The interaction energy between collectors and both water and the LRC model after equilibrium was subsequently calculated. The results are shown in Table 3. The larger the negative value, the greater the interaction energy. For an OA:DD ratio of 1:3, the interaction energy between collectors and LRC is the largest and is greater than that between the collector and water, resulting in optimal spreading.
In the case of OA:DD = 1:6, the interaction energy is lower than that when OA:DD = 1:3, indicating that the composite collector spreads poorly on the surface of LRC when its polarity is low. However, the interaction energy between the collector and LRC is still larger than that between the collector and water with the ratio of OA:DD at 1:6. Although the polarity of the complex collector is the strongest when OA:DD = 3:1, the interaction energy between the collector and LRC is the smallest. Because of the strongest polarity, the interaction with water will also be enhanced. According to the data in the Table 3, for OA:DD = 3:1 the interaction energy between the collector and water is much larger than that between the collector and LRC, leading to poor spreading and weaker interaction with LRC. This shows that excessive polarity is not conducive to the spread of the collector on the surface of LRC because the excess polar collector will increase the interaction between the compound collector and water, which worsens the spreading effect.

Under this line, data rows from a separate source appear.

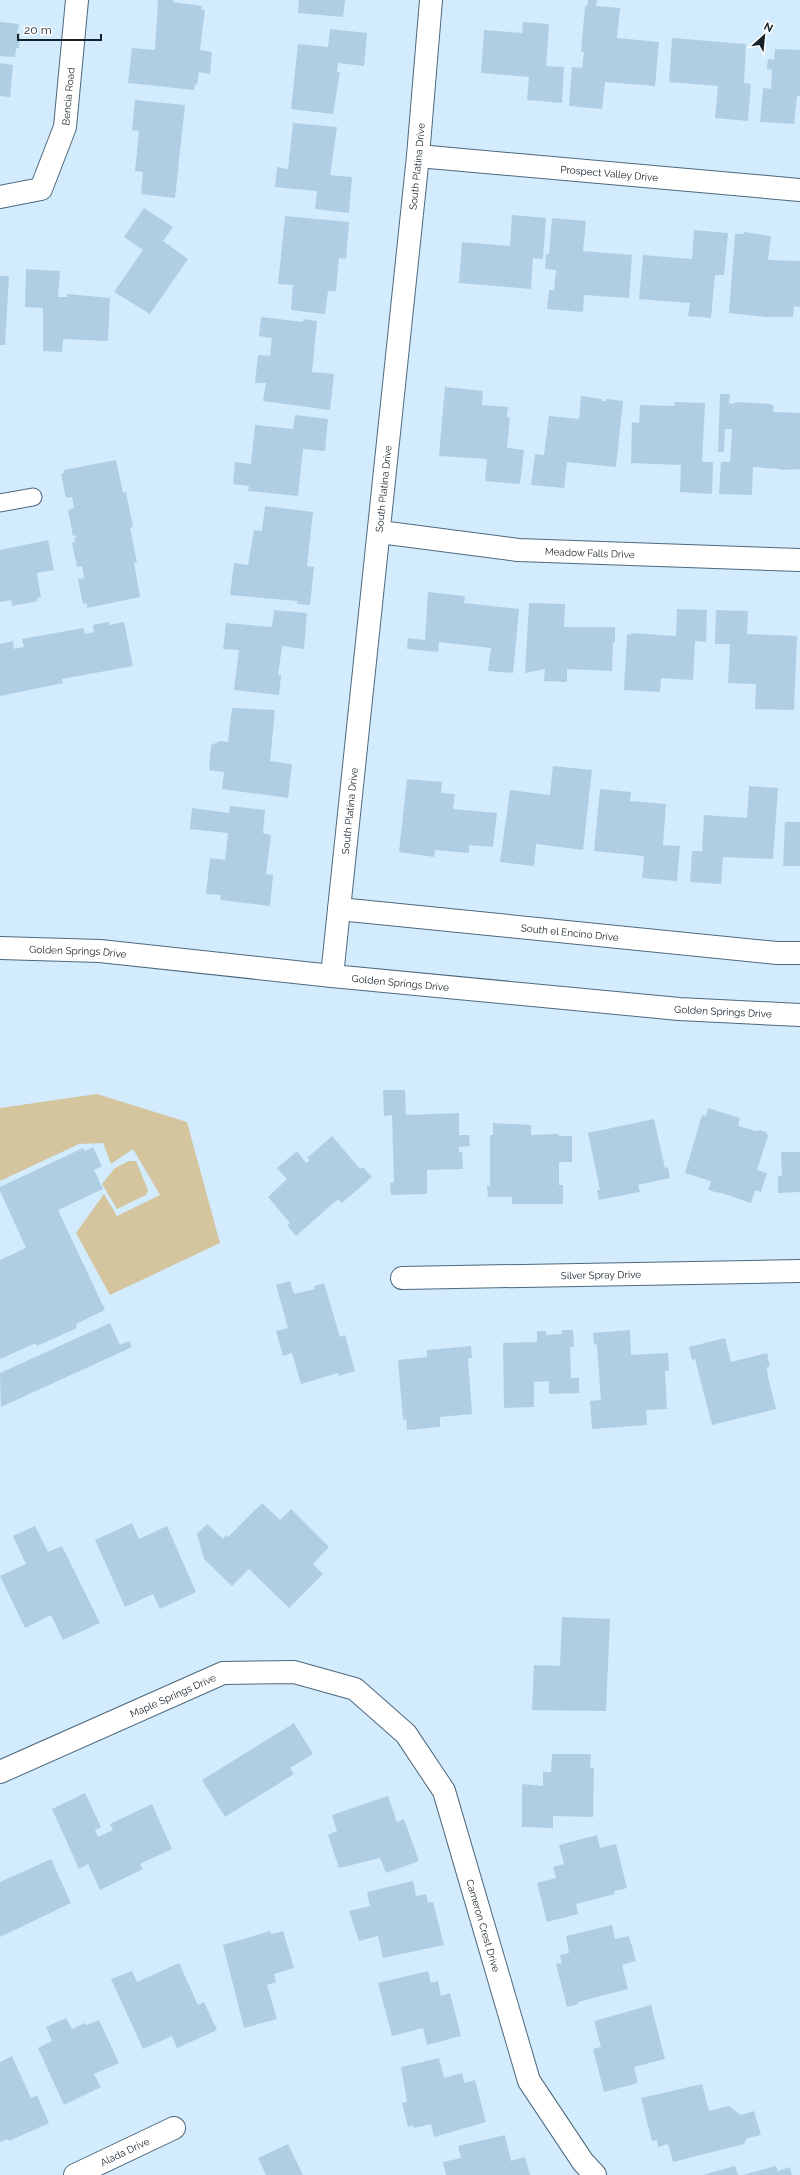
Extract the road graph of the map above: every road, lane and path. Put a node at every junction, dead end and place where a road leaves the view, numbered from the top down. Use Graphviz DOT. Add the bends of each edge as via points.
graph roads {
  1 [pos="77,0"];
  2 [pos="431,0"];
  3 [pos="418,156"];
  4 [pos="800,190"];
  5 [pos="0,197"];
  6 [pos="33,497"];
  7 [pos="0,503"];
  8 [pos="380,532"];
  9 [pos="800,560"];
  10 [pos="339,909"];
  11 [pos="0,948"];
  12 [pos="800,953"];
  13 [pos="332,976"];
  14 [pos="800,1015"];
  15 [pos="800,1271"];
  16 [pos="402,1278"];
  17 [pos="355,1689"];
  18 [pos="0,1772"];
  19 [pos="174,2128"];
  20 [pos="75,2175"];
  21 [pos="595,2175"];
  1 -- 5 [label="street, Bencia Road" via="65,127 41,189"];
  2 -- 3 [label="street, South Platina Drive"];
  3 -- 4 [label="street, Prospect Valley Drive"];
  3 -- 8 [label="street, South Platina Drive"];
  6 -- 7 [label="lane"];
  8 -- 9 [label="street, Meadow Falls Drive" via="518,550"];
  8 -- 10 [label="street, South Platina Drive"];
  10 -- 12 [label="street, South el Encino Drive" via="777,953"];
  10 -- 13 [label="street, South Platina Drive"];
  11 -- 13 [label="street, Golden Springs Drive" via="100,951"];
  13 -- 14 [label="street, Golden Springs Drive" via="680,1009"];
  15 -- 16 [label="street, Silver Spray Drive"];
  17 -- 18 [label="street, Maple Springs Drive" via="294,1672 223,1673"];
  17 -- 21 [label="street, Cameron Crest Drive" via="406,1734 444,1791 529,2081 583,2162"];
  19 -- 20 [label="street, Alada Drive"];
}
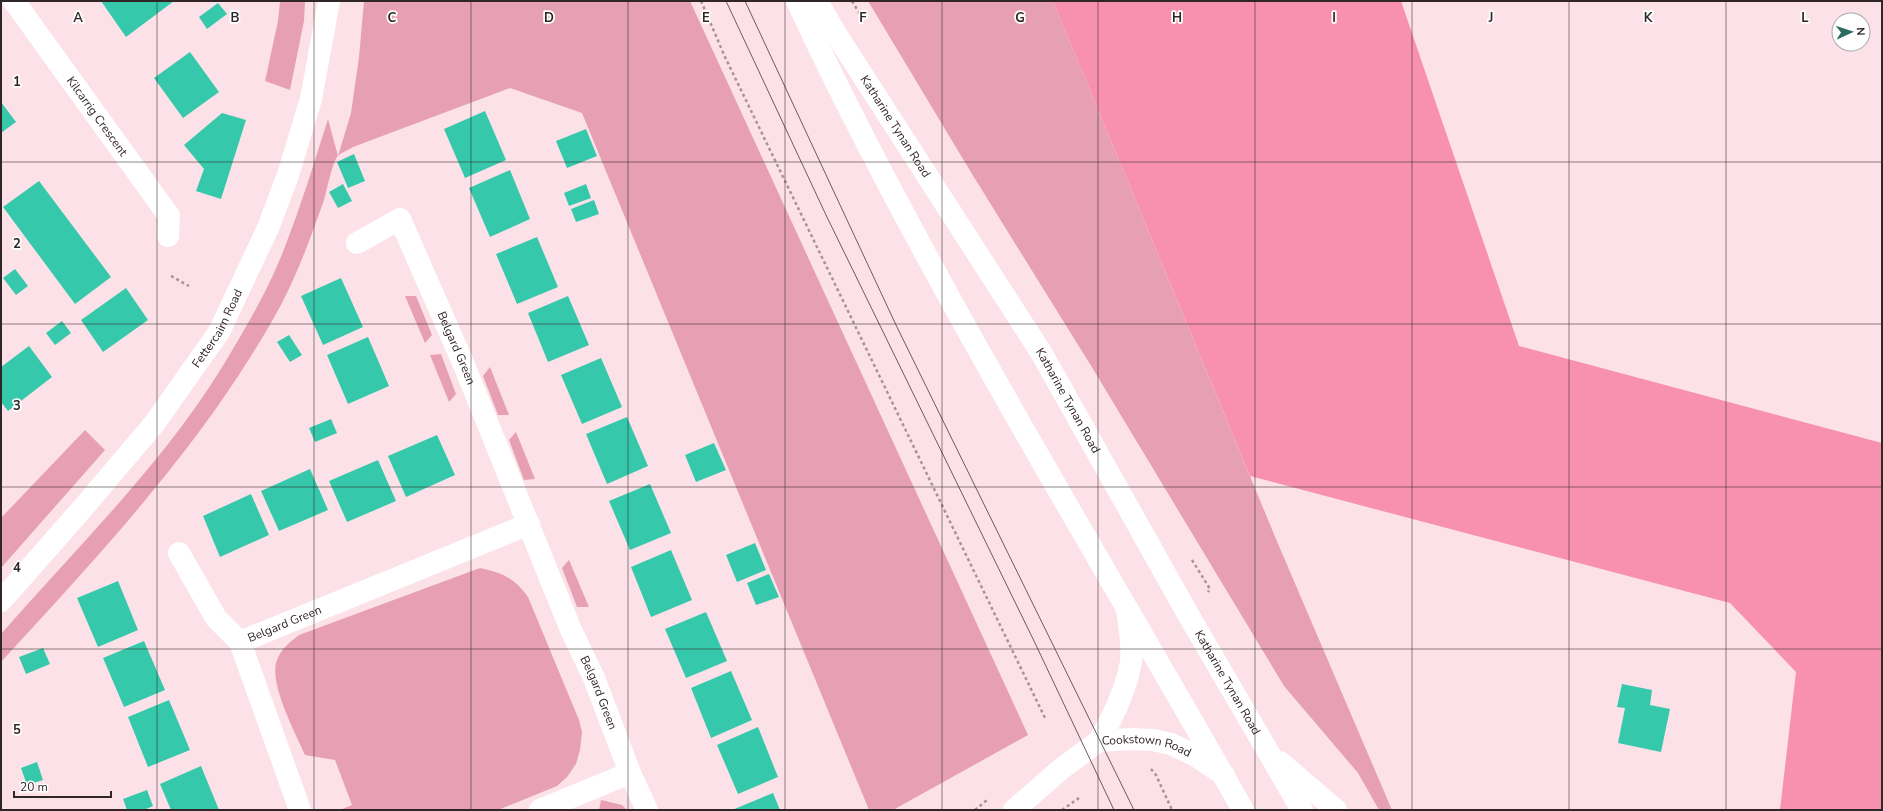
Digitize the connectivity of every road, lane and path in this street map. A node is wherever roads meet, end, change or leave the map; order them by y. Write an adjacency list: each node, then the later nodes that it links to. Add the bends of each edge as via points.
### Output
1 (14, 1): 6 (street, Kilcarrig Crescent, via 169,216)
2 (329, 1): 12 (street, Fettercairn Road, via 311,99 288,175 268,228 219,332 154,424)
3 (701, 1): 15 (path)
4 (797, 1): 13 (street, via 817,46 910,228)
5 (817, 1): 17 (street, Katharine Tynan Road, via 1042,354)
6 (168, 236)
7 (357, 243): 10 (street, Belgard Green, via 400,219 464,365)
8 (171, 276): 9 (path)
9 (189, 286)
10 (529, 524): 14 (street, Belgard Green); 19 (street, Belgard Green, via 571,630 594,678)
11 (179, 553): 14 (street, Belgard Green, via 216,618)
12 (1, 601)
13 (1127, 610): 16 (street, via 1131,661 1116,712); 20 (street)
14 (240, 642): 22 (street, Belgard Green)
15 (1046, 720)
16 (1099, 741): 20 (street, Cookstown Road, via 1133,739 1171,744 1196,756); 25 (street, Cookstown Road, via 1061,769)
17 (1267, 751): 29 (street, Katharine Tynan Road); 30 (street)
18 (1143, 769): 27 (path, via 1150,768 1156,775)
19 (630, 772): 23 (street); 24 (street, Belgard Green)
20 (1224, 775): 28 (street)
21 (1078, 798): 26 (path)
22 (300, 810)
23 (540, 810)
24 (647, 810)
25 (1014, 810)
26 (1062, 810)
27 (1172, 810)
28 (1243, 810)
29 (1302, 810)
30 (1336, 810)

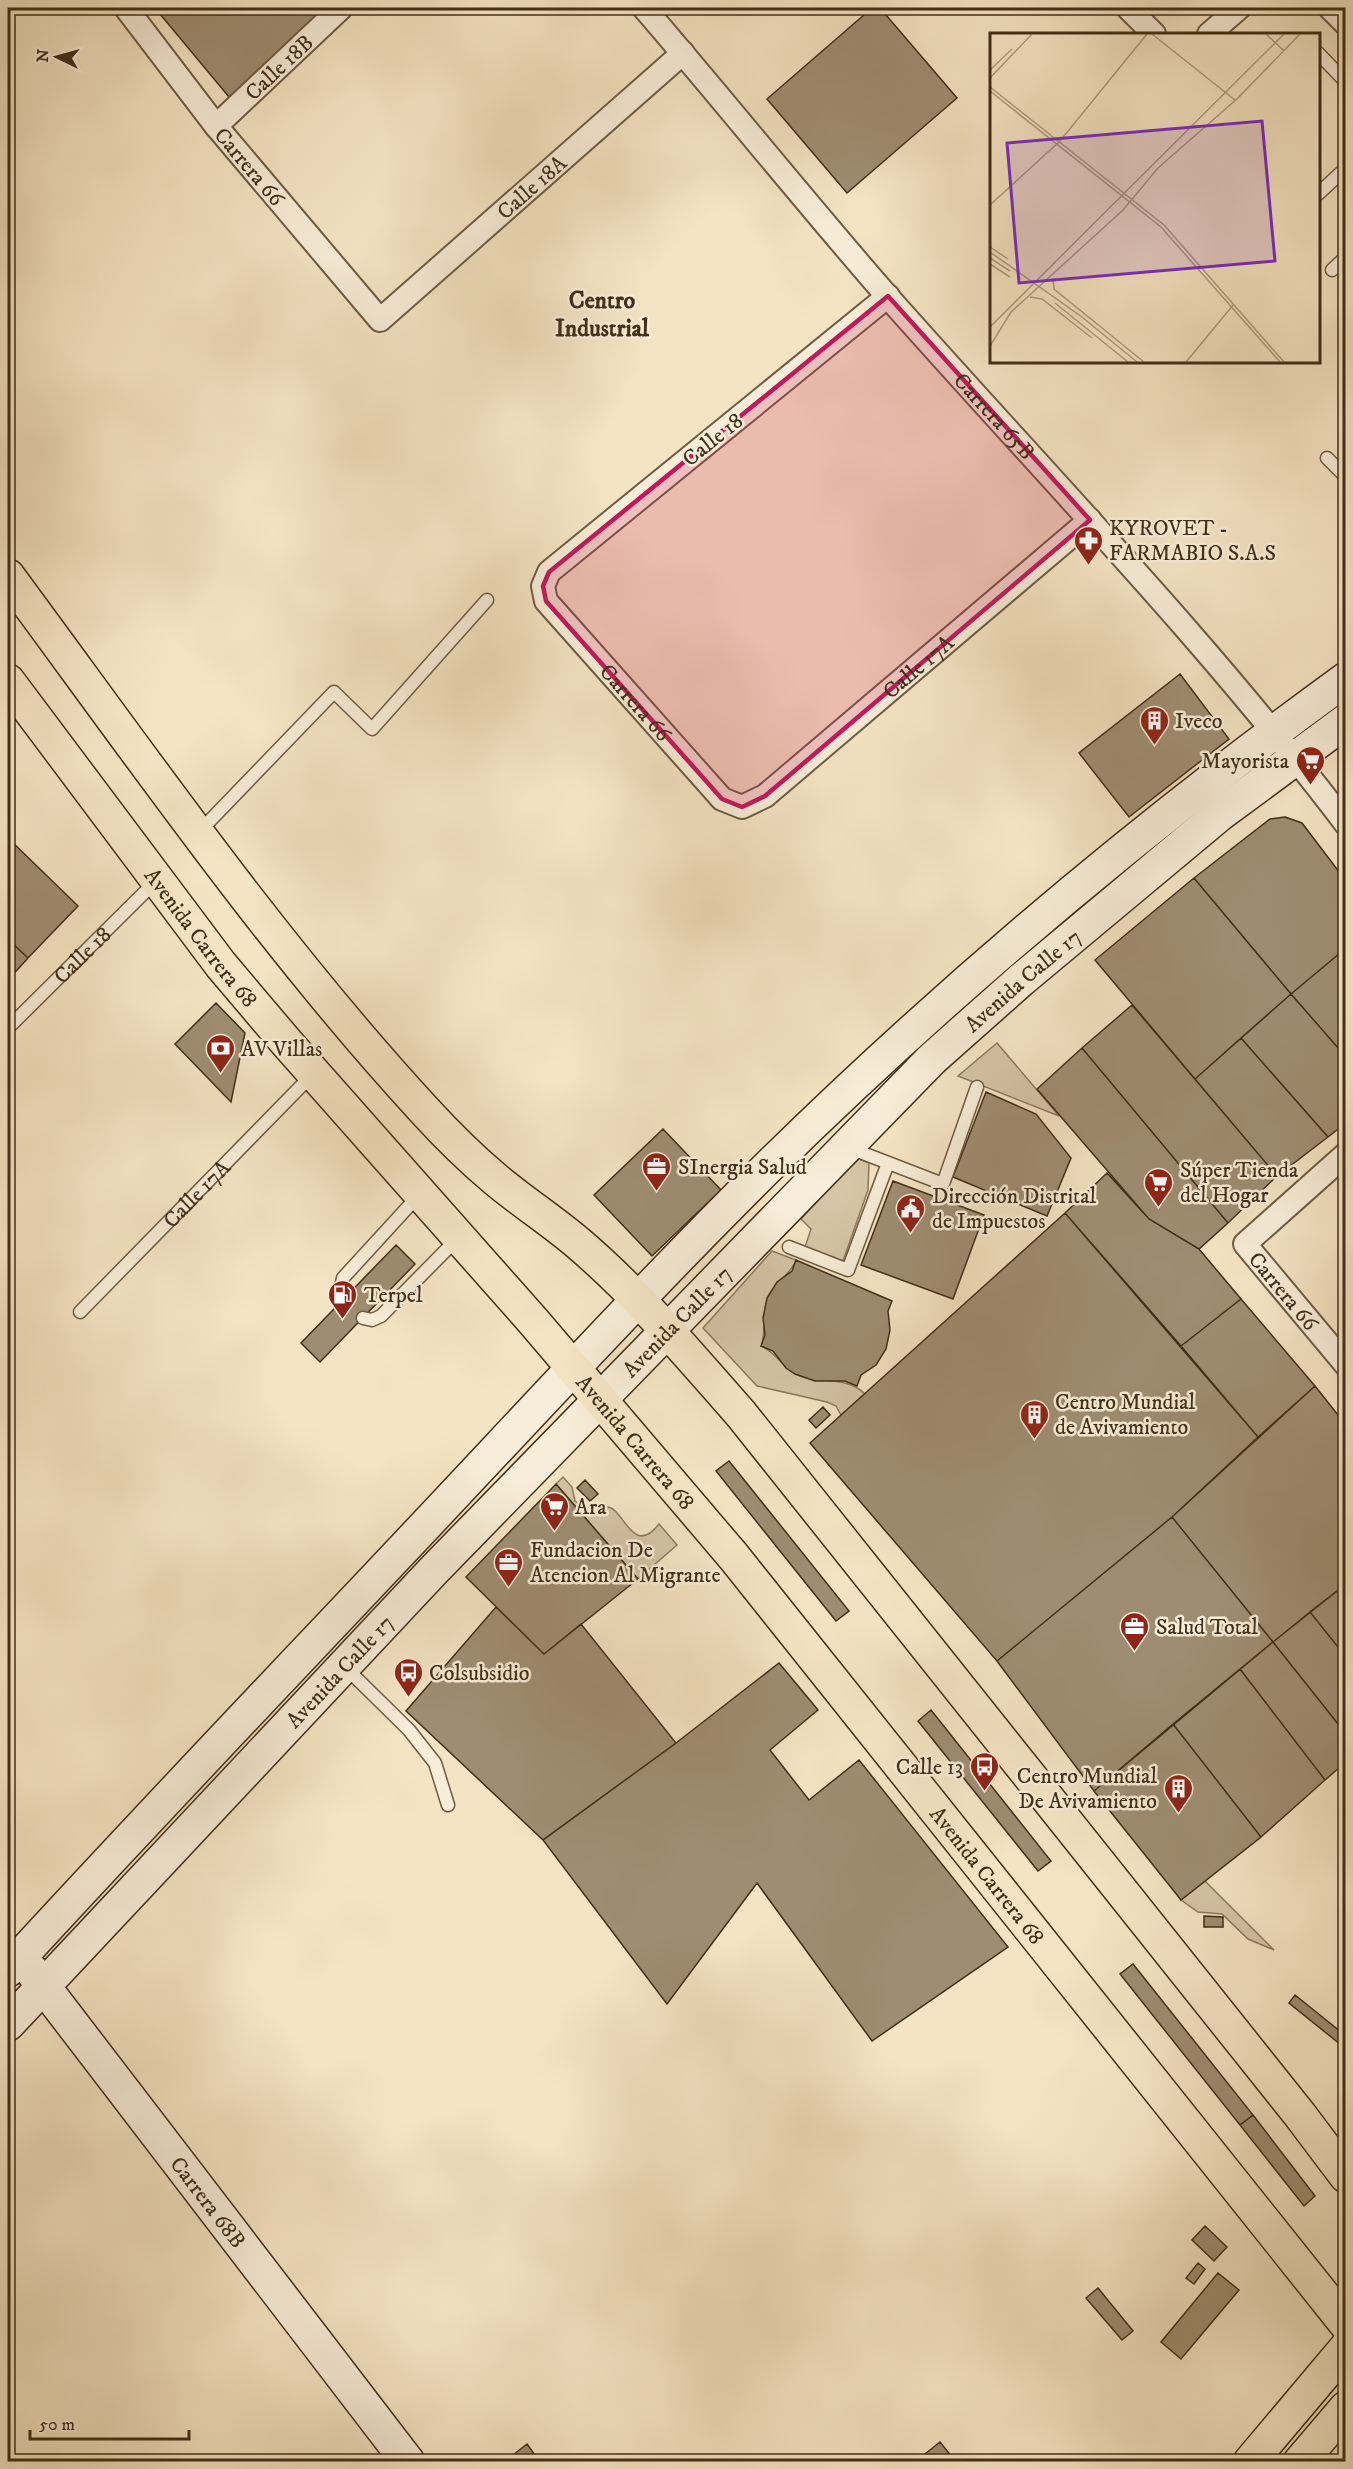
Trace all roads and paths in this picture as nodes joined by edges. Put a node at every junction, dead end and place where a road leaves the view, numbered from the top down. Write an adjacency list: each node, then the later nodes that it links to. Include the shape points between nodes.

3.6. Results of Interaction between Oil Film and Bubbles

3.6.1. Adsorption Configurations of the Bubble on the Surface of the Oil Film

In these three simulations, the bubbles were all placed 1 nm above the top of the oil film. The results were analyzed after 2 ns of simulation. It was observed that bubbles were adsorbed on the surface of the oil film on LRC. At this time, the total energy of the three systems is almost unchanged, so a comparative analysis of the three systems can be carried out. The total energy variation curves are shown in the Supplementary data Figure S2. The adsorption configurations of bubbles on the surface of the oil film and the top view and main view structure are shown in Figure 11.
It can be found that in the process of bubble adhesion, several collector molecules migrate to the gas–liquid interface. The compound collector molecules form an oil ring at the gas–liquid–oil three-phase contact line (the oil film forms two rows of protrusions on the three-phase contact line in the case of cylindrical bubbles; inferred from this, in the case of spherical bubbles, the bulge will be connected into a ring, which can be called an oil ring). All three proportions of compound collectors can form an oil ring. Furthermore, it is found that a small fraction of OA molecules (some polar groups of collectors face outward, and most OA molecules spread on the surface of LRC) at the gas–oil interface migrate to the oil ring comparing Figure 8 with Figure 11. This is because the gas–liquid–oil three-phase line continues to move outward from the middle in the process of bubble adhesion. The adsorption of OA molecules in the oil film is more stable at the gas–liquid interface, so OA molecules will move outward following the three-phase line.
The concentration distribution of nitrogen molecules along the X axis in the adsorption configuration of bubbles on the oil film surface is shown in Figure 12. To facilitate comparison, we move the peak position of the curve to the middle position. The length of nitrogen spreading can represent the bubble adhesion area, which positively correlates to the stability of bubble adhesion to a certain extent. It can be seen that the bubble adhesion area is the largest when OA:DD = 1:3 and the smallest when OA:DD = 3:1, indicating that the bubble adhesion is the most stable when OA:DD = 1:3.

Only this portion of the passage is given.